Lenin's Kremlin apartment - how the leader occupied tsarist meters
Before we embalm the subject of Lenin for a long time and go back to Drake and Coco Chanel (this is probably the first time these three names have ever met in the same sentence), I want to show you Lenin's apartment in the Kremlin.
I found some murky archival photos of the interiors of the leader's apartment and reconstructed them with neural networks for the pleasure of your gaze, comrades. After the revolution, power first settled in Petrograd. But in March 1918, the Bolsheviks decided to urgently move to Moscow.
The reason for the hurried move is simple: the Germans were approaching. In Petrograd was becoming dangerous. Moscow was considered more secure and convenient to manage the country. Together with the government moved and Vladimir Lenin. At first, he lived a little in the "National", but after a week he was housed right in the Kremlin.
He was assigned a third-floor apartment in the Senate building in the center of the Kremlin with views into the square. Not so long ago, this place served as the seat of the highest authority of the Russian Empire.
Lenin's neighbors in the Kremlin were Yakov Sverdlov, Felix Dzerzhinsky, and the People's Commissar for Nationalities, Joseph Stalin. The Kremlin became a closed government city inside the capital.
At this time, 59 people were officially registered in the Senate Palace. In total, 1100 people permanently resided in the Kremlin.
Lenin's apartment was spacious. Living room with a grand piano area of 55 meters. Lenin's bedroom was 18 meters. Next door bedroom of his wife Nadezhda Krupskaya - 23 meters. Another room was occupied by Lenin's younger sister Maria Ilinichna.
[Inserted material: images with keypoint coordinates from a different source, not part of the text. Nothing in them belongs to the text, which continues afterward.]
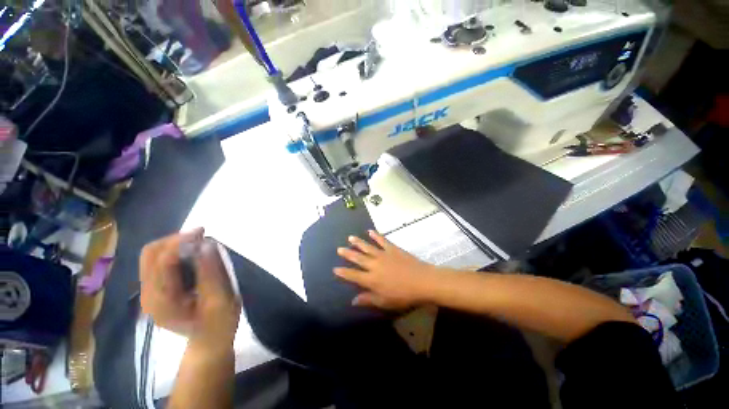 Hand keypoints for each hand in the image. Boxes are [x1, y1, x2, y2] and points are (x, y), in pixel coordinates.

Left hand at [140, 228, 240, 349]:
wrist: (209, 341)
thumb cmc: (218, 323)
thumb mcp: (220, 298)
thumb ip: (211, 272)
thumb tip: (206, 244)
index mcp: (162, 300)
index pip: (162, 261)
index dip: (180, 241)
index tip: (203, 232)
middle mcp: (148, 294)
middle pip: (150, 254)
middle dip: (174, 240)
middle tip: (200, 236)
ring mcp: (149, 293)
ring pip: (152, 256)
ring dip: (174, 244)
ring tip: (198, 243)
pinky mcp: (156, 291)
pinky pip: (158, 263)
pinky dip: (174, 253)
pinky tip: (192, 255)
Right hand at [334, 230, 441, 309]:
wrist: (422, 281)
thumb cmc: (404, 295)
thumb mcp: (385, 302)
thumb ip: (368, 299)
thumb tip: (353, 301)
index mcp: (371, 280)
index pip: (353, 276)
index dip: (343, 272)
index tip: (335, 268)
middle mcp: (374, 265)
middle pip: (358, 258)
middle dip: (348, 254)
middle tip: (339, 249)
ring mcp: (383, 255)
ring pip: (367, 247)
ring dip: (358, 242)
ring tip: (350, 237)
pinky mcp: (392, 249)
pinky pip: (382, 240)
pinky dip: (376, 235)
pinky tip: (370, 231) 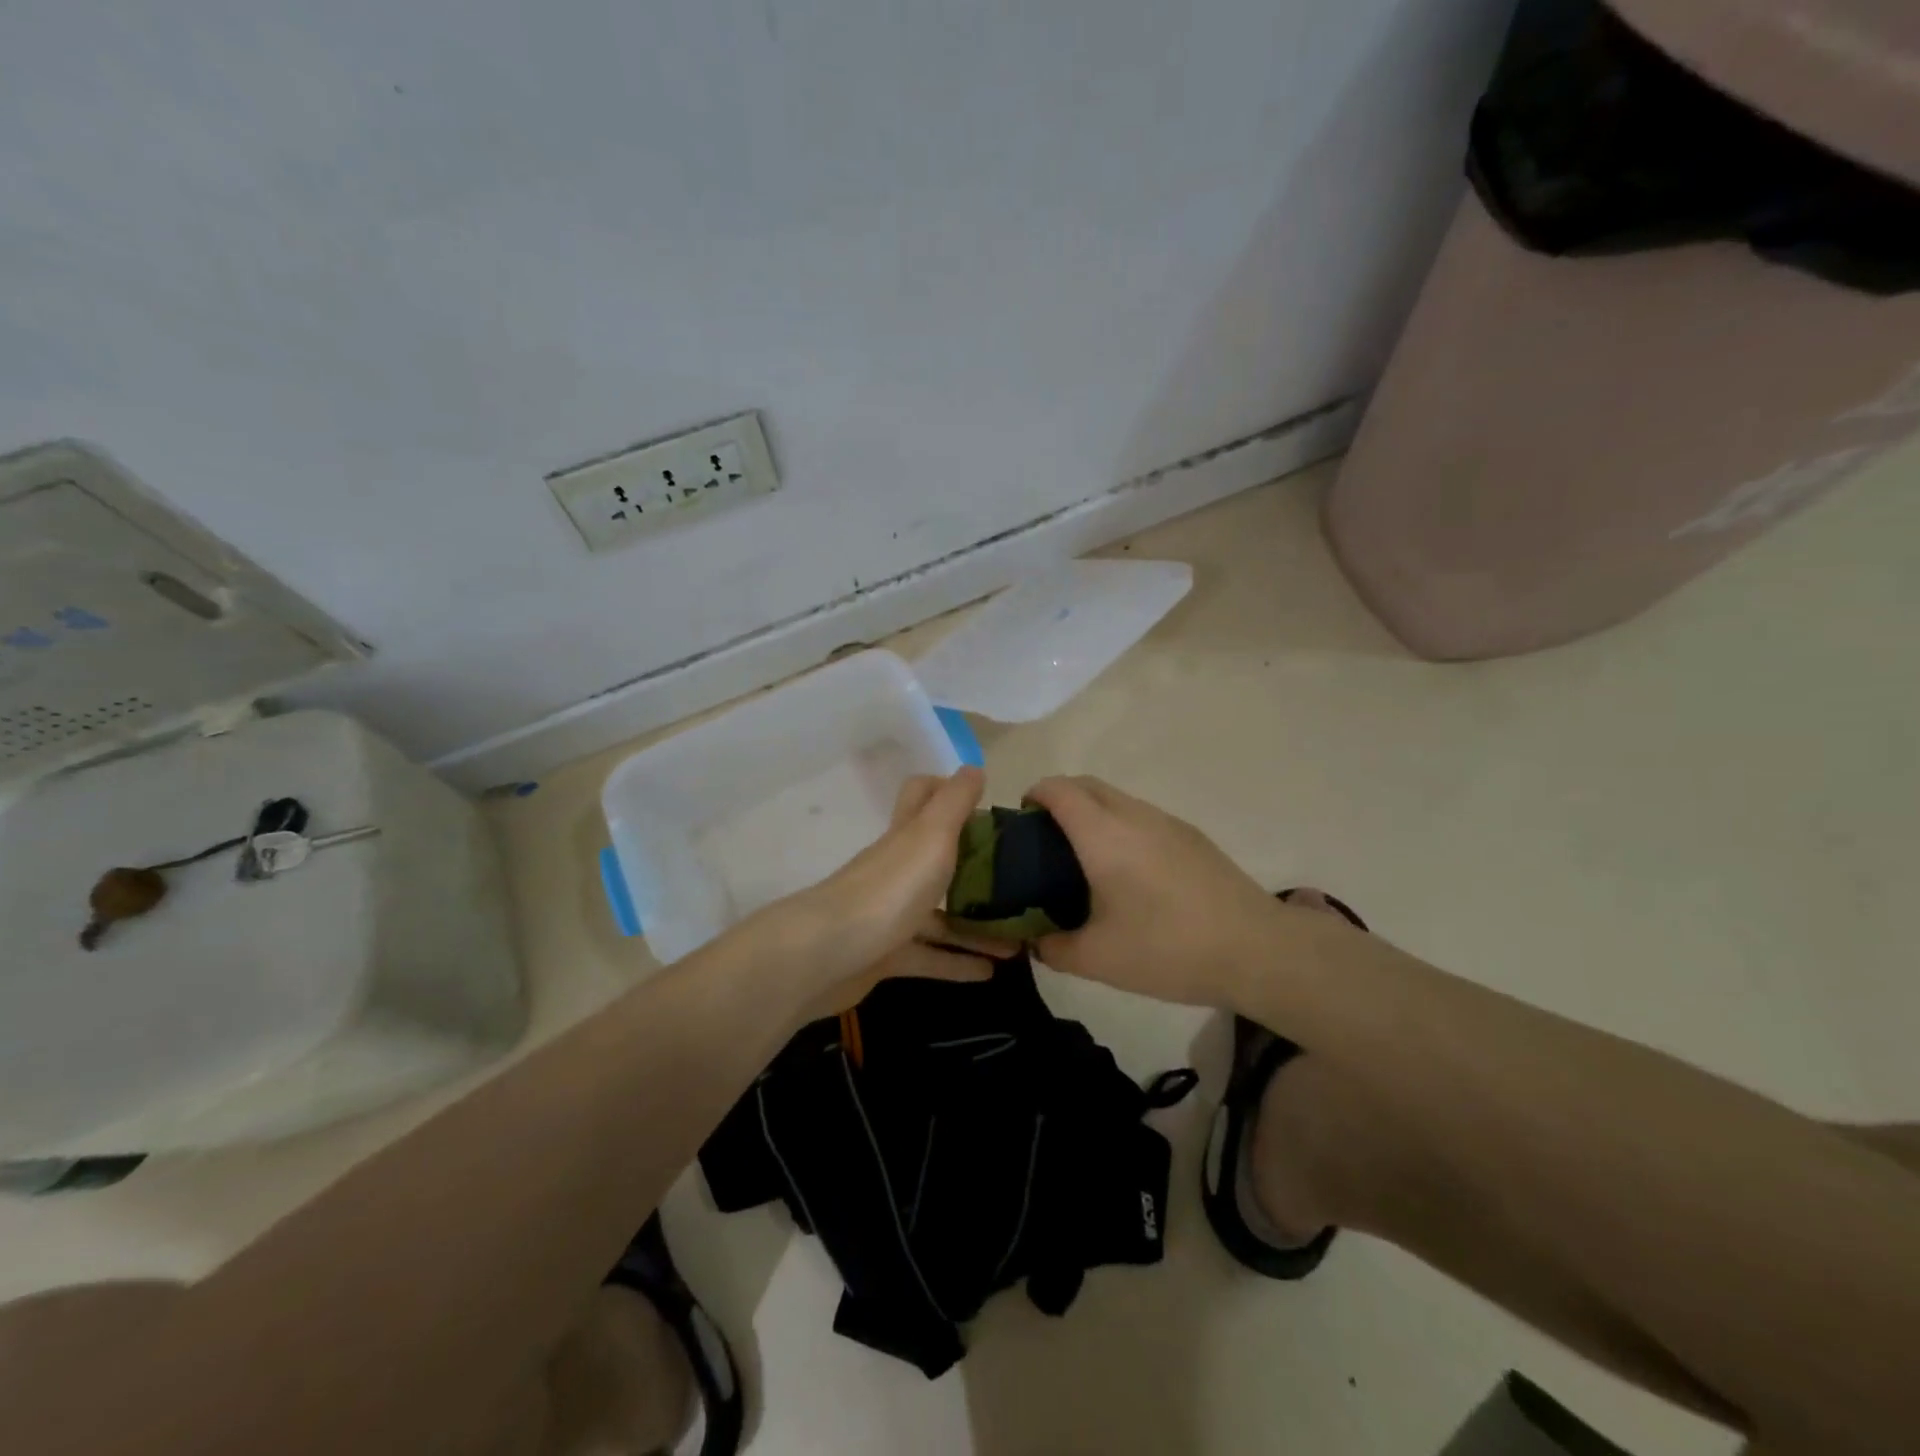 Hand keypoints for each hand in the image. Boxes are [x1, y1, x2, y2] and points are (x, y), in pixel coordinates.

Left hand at [741, 767, 1015, 1019]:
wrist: (827, 955)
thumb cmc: (889, 888)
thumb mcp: (931, 836)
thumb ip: (954, 802)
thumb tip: (974, 768)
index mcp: (907, 835)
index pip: (921, 795)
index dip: (948, 790)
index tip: (986, 805)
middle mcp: (897, 869)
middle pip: (937, 858)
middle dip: (974, 867)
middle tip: (1017, 880)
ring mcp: (889, 913)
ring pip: (939, 915)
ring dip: (976, 925)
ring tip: (1017, 940)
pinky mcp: (886, 955)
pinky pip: (929, 957)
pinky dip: (958, 963)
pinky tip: (990, 972)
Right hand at [1023, 776, 1285, 1006]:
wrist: (1257, 950)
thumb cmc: (1168, 948)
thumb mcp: (1098, 959)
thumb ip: (1053, 948)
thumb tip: (1036, 942)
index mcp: (1103, 834)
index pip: (1058, 789)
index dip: (1033, 795)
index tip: (1021, 823)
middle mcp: (1133, 815)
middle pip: (1086, 784)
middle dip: (1059, 799)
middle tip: (1046, 842)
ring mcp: (1168, 822)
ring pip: (1117, 799)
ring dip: (1092, 813)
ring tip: (1085, 860)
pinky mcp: (1192, 836)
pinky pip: (1142, 816)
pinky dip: (1121, 827)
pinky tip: (1130, 874) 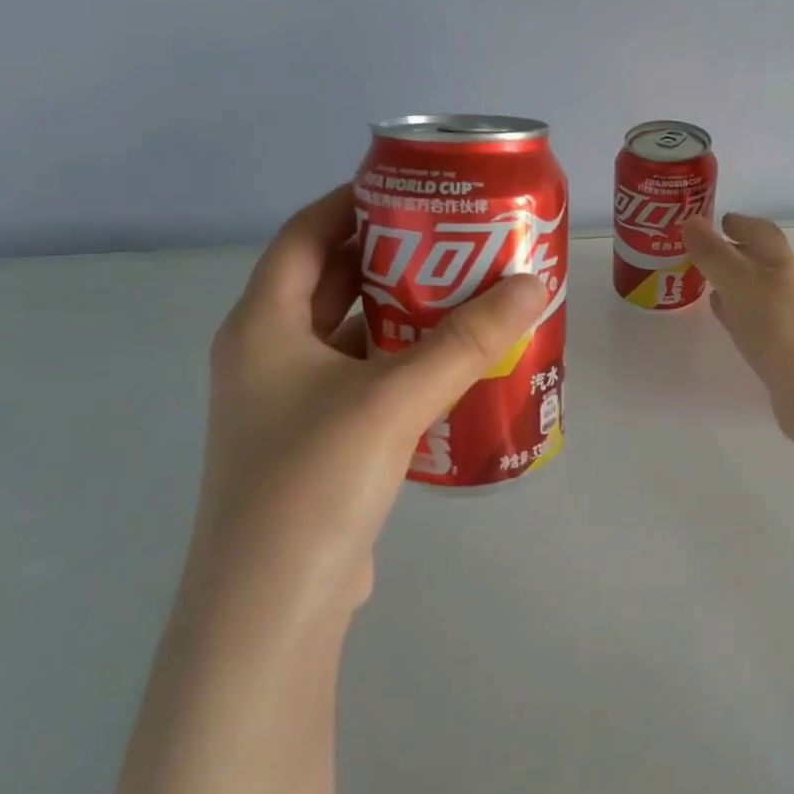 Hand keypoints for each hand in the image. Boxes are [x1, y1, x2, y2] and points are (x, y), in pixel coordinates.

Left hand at [182, 184, 545, 642]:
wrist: (274, 603)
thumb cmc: (315, 481)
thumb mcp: (393, 399)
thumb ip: (465, 342)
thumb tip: (531, 284)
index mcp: (262, 325)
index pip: (304, 234)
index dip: (353, 202)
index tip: (414, 190)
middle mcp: (266, 356)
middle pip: (329, 283)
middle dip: (389, 257)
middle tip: (455, 241)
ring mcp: (286, 405)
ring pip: (348, 337)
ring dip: (399, 315)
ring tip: (463, 296)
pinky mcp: (314, 444)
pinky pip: (361, 382)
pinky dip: (399, 365)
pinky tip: (449, 369)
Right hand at [683, 211, 793, 435]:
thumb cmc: (779, 327)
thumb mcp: (740, 283)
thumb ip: (713, 254)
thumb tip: (689, 220)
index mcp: (781, 263)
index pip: (761, 231)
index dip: (740, 223)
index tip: (718, 219)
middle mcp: (787, 286)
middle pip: (759, 260)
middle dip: (733, 252)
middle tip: (701, 249)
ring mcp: (786, 318)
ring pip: (754, 291)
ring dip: (732, 283)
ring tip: (705, 281)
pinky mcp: (780, 347)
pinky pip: (754, 320)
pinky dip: (736, 312)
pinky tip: (725, 318) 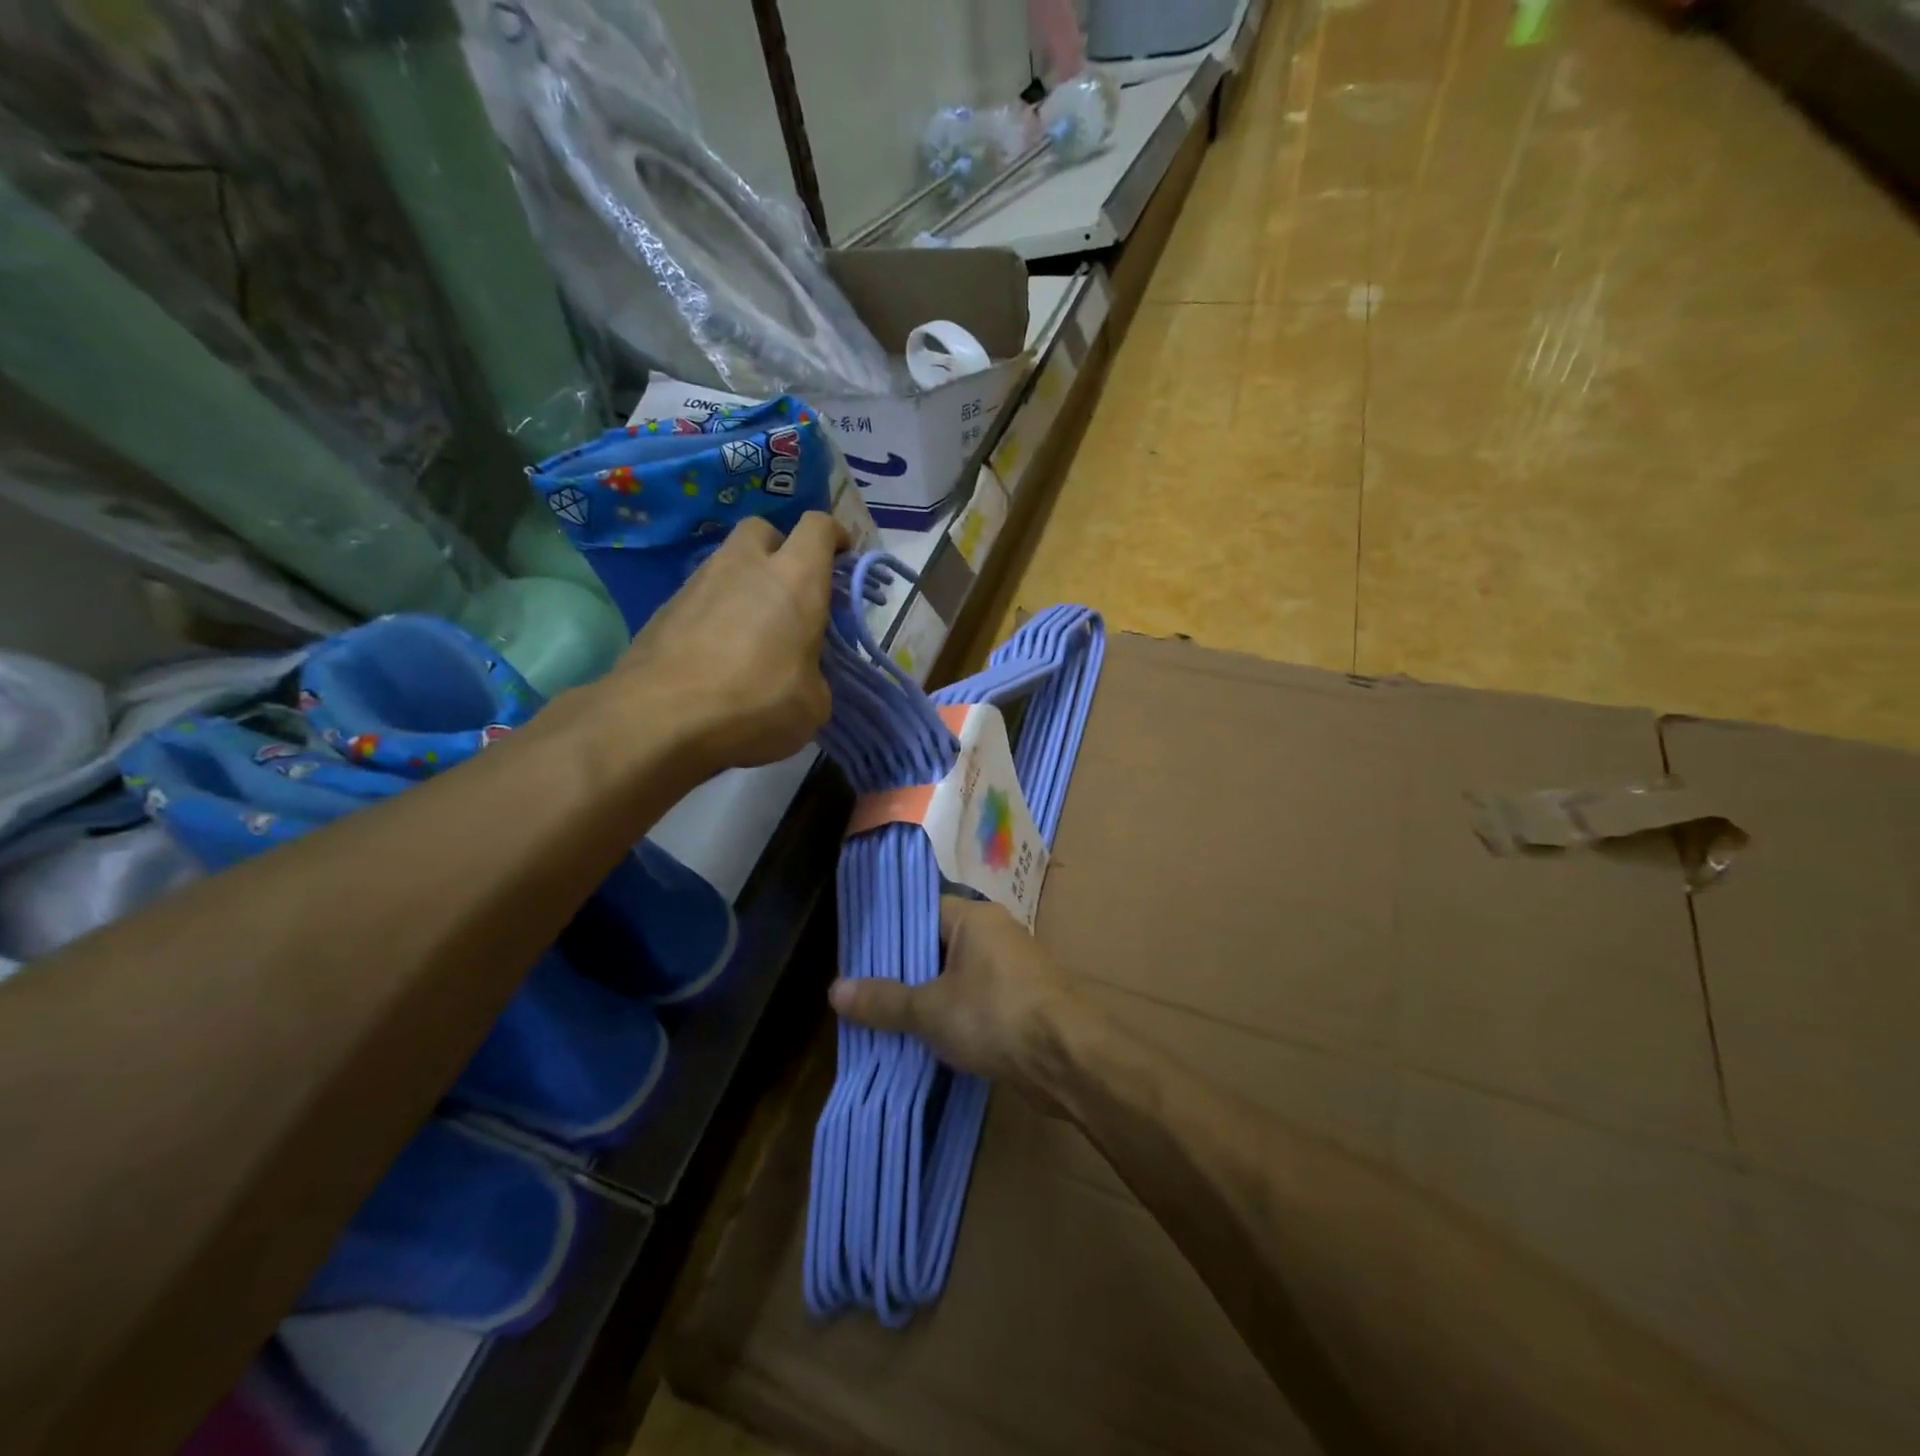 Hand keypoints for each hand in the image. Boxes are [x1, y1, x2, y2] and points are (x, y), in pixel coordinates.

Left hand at [617, 513, 845, 775]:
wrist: (661, 717)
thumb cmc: (755, 703)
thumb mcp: (812, 704)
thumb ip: (815, 675)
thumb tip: (802, 677)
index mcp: (795, 579)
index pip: (818, 527)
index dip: (834, 535)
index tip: (842, 557)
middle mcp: (745, 566)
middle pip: (764, 530)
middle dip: (780, 549)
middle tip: (790, 589)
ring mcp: (698, 583)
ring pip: (727, 563)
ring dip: (744, 583)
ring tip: (752, 630)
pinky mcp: (665, 608)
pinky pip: (700, 597)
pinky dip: (715, 613)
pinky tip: (716, 653)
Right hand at [828, 897, 1091, 1099]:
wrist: (1070, 1059)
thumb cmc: (996, 1016)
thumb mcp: (929, 1010)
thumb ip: (884, 1000)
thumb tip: (835, 989)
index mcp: (975, 918)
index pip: (923, 911)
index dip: (891, 932)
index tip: (859, 955)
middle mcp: (997, 934)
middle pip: (939, 945)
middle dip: (906, 971)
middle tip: (865, 992)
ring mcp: (1014, 968)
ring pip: (959, 976)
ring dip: (930, 997)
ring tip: (887, 1019)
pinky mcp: (1024, 1002)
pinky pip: (978, 1000)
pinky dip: (955, 1015)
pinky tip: (929, 1039) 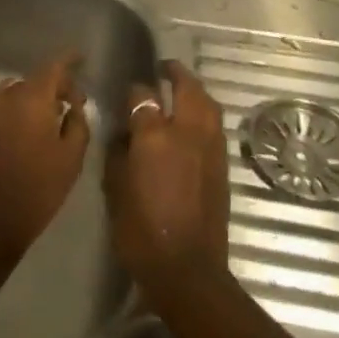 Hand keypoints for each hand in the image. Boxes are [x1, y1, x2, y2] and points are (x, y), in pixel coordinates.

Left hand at [0, 55, 90, 268]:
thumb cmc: (35, 190)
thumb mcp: (70, 159)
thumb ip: (78, 125)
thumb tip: (74, 107)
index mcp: (31, 99)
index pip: (52, 67)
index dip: (68, 61)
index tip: (80, 59)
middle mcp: (3, 98)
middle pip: (31, 81)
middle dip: (51, 87)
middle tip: (69, 105)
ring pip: (11, 96)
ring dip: (29, 102)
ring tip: (44, 123)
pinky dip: (12, 116)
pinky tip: (21, 138)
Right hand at [104, 60, 229, 302]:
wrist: (187, 269)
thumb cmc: (140, 230)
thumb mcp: (115, 187)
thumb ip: (119, 151)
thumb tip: (125, 133)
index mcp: (155, 135)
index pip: (143, 96)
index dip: (134, 91)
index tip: (128, 93)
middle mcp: (187, 132)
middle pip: (187, 88)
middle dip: (176, 74)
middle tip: (164, 68)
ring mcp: (210, 148)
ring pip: (208, 104)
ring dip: (195, 91)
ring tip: (182, 89)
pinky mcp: (222, 165)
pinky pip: (215, 126)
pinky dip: (205, 113)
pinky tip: (194, 121) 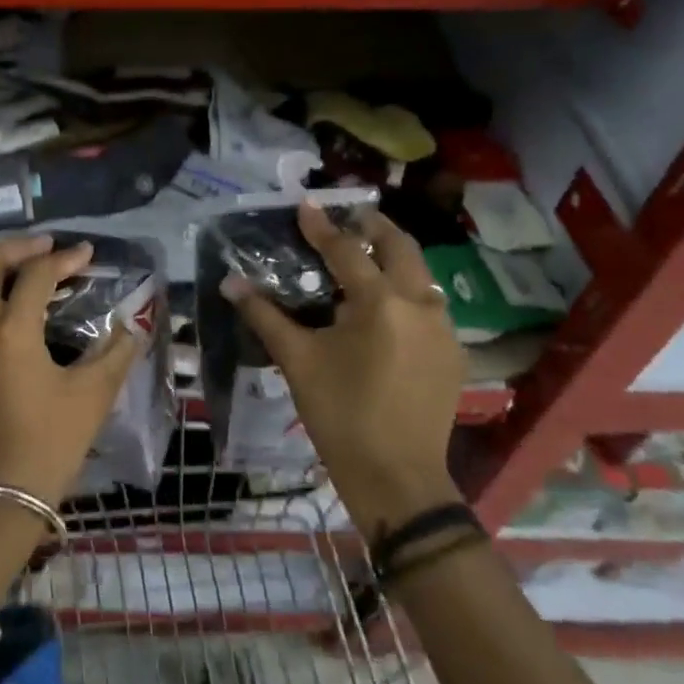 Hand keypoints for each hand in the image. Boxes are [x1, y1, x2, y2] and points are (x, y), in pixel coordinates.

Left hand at [0, 235, 141, 512]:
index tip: (88, 254)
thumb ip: (116, 353)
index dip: (65, 258)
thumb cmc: (51, 441)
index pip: (36, 275)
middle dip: (14, 248)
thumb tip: (132, 327)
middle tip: (44, 247)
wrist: (4, 493)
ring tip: (5, 268)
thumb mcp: (93, 395)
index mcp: (12, 330)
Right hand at [223, 203, 464, 534]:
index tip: (306, 205)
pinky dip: (407, 289)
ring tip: (366, 255)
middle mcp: (420, 305)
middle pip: (400, 247)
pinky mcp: (453, 352)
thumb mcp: (298, 361)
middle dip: (373, 226)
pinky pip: (429, 304)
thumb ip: (265, 316)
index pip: (347, 250)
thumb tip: (230, 283)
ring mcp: (444, 329)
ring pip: (421, 274)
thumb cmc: (340, 414)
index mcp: (381, 303)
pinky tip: (386, 305)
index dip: (322, 226)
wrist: (397, 477)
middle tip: (348, 218)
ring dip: (394, 257)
There was a separate kitchen in Lenin's apartment. A room for a maid. The bathroom is equipped with a bathtub, shower and a rare for those times European vaterklozetom brand "Ideal Standard". Power to the people. Conveniences for the leader.
The area of the residential part of Lenin's apartment 200 meters. Next door equipped with a meeting room of 110 meters, Lenin's office and reception area. Nearby placed telephonists and guards.
Lenin's family were assigned a French Renault and a British Rolls-Royce. They Lenin used them and for trips outside Moscow. For example, he liked to go to the Tver forests for hunting. For Ilyich's winter trips to the forest used a powerful 12-cylinder American 12-cylinder "Packard". Later for this fun converted and Lenin's favorite "Rolls-Royce".
The rear wheels were removed and replaced with tracks. The front wheels were fitted with wide skis. On this tracked all-terrain vehicle he regularly went to the snowy forests to hunt.
In December, the first elevator in the Kremlin was made for Lenin. After the assassination attempt by Fanny Kaplan, Ilyich was hit by two bullets. The wound made it difficult for him to climb the stairs to the third floor.
Another elevator was put up to make it convenient for Lenin to get to the roof of the Senate, where in the rotunda was equipped with a view gazebo. I assume that for drinking Chinese puerh and hedonistic contemplation of the sunset.
When Lenin suffered his first stroke, the layout of the apartment had to be changed. Part of the apartment was converted into a medical block, where doctors were on duty 24 hours a day.
At this time in the Kremlin was already registered 2100 people in 325 apartments. Bolsheviks valued comfort and wanted to live close to work.
Overcrowding in the Kremlin led to a communal disaster. The commandant constantly received complaints: "Terrible filth in the courtyards and squares, in the houses and in the corridors. Garbage from apartments is not taken out for weeks and stands on the stairs, spreading contagion.
The staircases themselves are not only not washed, they are not swept. Dung, garbage, dead dogs' corpses lie in the yards for weeks. Stray cats roam everywhere, being constant carriers of contagion."
Dreaming of world revolution, the Bolsheviks were looking far ahead to a "bright future". There was no time to be distracted by the garbage heaps in the courtyard of the palace.
Monasteries and church buildings inside the Kremlin were used for household needs and chancery.
Under Lenin, the Kremlin became the real office of the country. Telephones rang round the clock. Couriers ran through the corridors. Meetings went on into the night. And decisions that changed the fate of millions of people were made literally behind the wall of his apartment with a grand piano in the living room.